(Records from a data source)
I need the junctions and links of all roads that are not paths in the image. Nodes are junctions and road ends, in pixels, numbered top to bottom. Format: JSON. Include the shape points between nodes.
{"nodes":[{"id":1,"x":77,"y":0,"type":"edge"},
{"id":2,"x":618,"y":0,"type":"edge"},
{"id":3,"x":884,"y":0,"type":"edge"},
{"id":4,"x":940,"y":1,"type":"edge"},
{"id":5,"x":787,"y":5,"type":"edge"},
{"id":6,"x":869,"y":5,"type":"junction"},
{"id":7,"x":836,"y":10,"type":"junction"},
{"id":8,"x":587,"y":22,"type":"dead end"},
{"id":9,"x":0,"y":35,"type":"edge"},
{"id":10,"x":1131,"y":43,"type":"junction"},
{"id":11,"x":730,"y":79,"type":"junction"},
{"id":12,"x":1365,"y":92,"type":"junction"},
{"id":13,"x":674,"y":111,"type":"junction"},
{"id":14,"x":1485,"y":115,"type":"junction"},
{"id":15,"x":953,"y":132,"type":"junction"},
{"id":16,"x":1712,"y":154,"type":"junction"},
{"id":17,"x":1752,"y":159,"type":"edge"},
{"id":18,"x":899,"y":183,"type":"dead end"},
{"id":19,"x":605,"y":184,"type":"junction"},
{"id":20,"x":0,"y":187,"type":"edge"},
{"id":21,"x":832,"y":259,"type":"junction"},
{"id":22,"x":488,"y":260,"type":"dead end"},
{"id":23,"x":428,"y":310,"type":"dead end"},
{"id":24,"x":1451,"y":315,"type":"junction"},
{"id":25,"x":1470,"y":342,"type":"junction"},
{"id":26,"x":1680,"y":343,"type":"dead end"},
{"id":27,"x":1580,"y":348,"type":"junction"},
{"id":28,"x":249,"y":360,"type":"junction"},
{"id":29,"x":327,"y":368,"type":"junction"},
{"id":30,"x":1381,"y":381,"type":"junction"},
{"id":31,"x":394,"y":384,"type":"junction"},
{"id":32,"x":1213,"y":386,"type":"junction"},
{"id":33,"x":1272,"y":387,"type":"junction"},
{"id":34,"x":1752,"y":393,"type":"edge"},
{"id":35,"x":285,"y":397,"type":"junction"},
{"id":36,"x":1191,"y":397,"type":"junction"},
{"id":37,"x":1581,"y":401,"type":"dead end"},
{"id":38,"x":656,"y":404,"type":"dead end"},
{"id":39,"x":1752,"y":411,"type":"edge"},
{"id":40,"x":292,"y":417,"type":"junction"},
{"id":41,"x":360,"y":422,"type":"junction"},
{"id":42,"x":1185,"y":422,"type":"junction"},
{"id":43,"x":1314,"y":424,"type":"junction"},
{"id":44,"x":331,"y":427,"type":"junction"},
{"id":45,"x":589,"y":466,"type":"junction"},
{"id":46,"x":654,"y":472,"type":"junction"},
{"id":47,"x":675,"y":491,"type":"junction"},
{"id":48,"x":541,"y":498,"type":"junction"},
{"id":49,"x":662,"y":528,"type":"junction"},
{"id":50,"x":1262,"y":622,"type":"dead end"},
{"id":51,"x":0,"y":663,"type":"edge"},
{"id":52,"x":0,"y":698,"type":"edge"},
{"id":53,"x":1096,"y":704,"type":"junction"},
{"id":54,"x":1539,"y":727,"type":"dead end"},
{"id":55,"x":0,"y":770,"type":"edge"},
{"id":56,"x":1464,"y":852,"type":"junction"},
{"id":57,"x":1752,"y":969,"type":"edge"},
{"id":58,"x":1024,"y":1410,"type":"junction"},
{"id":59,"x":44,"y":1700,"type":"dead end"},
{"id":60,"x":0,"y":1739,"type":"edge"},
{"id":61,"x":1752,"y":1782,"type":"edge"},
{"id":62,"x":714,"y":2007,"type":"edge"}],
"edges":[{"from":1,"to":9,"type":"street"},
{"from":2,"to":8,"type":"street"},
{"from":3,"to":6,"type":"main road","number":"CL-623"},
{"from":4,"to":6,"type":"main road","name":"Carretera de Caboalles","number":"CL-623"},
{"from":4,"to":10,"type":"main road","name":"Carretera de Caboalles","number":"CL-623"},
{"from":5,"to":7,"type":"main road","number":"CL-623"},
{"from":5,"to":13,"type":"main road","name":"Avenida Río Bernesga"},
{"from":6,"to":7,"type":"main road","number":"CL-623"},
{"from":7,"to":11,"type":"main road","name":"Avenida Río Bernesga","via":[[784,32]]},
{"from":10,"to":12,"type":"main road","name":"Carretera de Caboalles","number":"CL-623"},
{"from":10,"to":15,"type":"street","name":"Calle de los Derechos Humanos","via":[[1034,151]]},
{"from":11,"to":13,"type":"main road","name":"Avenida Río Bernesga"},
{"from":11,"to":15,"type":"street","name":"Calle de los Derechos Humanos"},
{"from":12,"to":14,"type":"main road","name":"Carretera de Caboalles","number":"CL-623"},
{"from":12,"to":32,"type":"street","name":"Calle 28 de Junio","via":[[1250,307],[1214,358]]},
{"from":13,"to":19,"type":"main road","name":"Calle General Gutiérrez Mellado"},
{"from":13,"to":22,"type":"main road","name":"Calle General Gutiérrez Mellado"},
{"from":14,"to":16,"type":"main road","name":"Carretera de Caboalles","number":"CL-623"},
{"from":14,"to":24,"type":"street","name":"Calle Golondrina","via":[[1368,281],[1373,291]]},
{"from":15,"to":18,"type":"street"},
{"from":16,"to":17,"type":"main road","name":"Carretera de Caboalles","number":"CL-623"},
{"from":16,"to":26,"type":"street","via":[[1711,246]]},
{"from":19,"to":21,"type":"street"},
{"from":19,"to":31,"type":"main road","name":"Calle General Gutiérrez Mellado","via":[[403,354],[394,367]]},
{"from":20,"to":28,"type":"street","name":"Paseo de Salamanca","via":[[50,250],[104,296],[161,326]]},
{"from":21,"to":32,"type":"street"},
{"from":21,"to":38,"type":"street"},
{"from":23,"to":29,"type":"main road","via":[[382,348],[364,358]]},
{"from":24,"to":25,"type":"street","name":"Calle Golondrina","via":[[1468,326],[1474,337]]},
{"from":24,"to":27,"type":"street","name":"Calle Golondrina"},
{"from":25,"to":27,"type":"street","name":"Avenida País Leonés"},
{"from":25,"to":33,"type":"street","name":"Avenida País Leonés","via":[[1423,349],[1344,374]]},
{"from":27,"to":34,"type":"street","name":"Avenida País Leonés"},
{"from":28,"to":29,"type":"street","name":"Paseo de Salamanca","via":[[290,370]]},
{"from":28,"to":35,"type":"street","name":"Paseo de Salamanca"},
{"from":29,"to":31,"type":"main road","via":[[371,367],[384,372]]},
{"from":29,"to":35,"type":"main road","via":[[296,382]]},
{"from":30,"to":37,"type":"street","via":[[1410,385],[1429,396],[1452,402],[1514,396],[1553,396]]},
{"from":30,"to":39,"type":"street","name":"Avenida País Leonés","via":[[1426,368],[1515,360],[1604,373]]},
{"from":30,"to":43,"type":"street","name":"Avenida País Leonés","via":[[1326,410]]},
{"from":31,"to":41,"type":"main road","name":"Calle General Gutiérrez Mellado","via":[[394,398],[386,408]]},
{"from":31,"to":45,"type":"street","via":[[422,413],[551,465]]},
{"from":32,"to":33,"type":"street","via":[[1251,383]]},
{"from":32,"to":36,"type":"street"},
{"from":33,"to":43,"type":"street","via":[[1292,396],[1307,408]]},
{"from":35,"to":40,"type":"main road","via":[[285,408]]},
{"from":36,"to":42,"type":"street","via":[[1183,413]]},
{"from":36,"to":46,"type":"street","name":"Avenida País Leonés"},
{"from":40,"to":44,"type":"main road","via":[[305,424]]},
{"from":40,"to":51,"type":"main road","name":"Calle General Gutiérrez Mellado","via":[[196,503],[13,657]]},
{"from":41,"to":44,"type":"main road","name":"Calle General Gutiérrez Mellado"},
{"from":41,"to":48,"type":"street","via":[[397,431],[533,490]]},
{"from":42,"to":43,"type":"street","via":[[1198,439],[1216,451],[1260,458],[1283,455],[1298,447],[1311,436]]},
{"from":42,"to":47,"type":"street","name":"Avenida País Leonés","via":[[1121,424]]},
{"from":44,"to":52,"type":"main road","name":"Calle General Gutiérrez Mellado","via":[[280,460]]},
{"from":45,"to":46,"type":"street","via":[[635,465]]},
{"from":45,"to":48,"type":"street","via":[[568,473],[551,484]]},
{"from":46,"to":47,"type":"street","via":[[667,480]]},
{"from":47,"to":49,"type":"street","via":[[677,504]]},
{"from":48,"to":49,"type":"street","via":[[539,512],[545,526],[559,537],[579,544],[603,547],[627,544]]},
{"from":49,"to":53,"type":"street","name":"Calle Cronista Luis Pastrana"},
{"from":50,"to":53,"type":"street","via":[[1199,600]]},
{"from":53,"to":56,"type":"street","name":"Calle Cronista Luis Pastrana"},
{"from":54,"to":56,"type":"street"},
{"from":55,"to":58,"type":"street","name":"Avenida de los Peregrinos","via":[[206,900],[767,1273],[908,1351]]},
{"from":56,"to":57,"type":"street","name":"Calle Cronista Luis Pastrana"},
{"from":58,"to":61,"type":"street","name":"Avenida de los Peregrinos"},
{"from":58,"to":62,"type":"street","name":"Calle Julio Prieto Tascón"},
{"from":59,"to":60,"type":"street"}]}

→ Problem statement:
Using the records, find the number of lines in which the string "Gutiérrez" occurs. Reply with that number alone.

→ Answer for the task:
7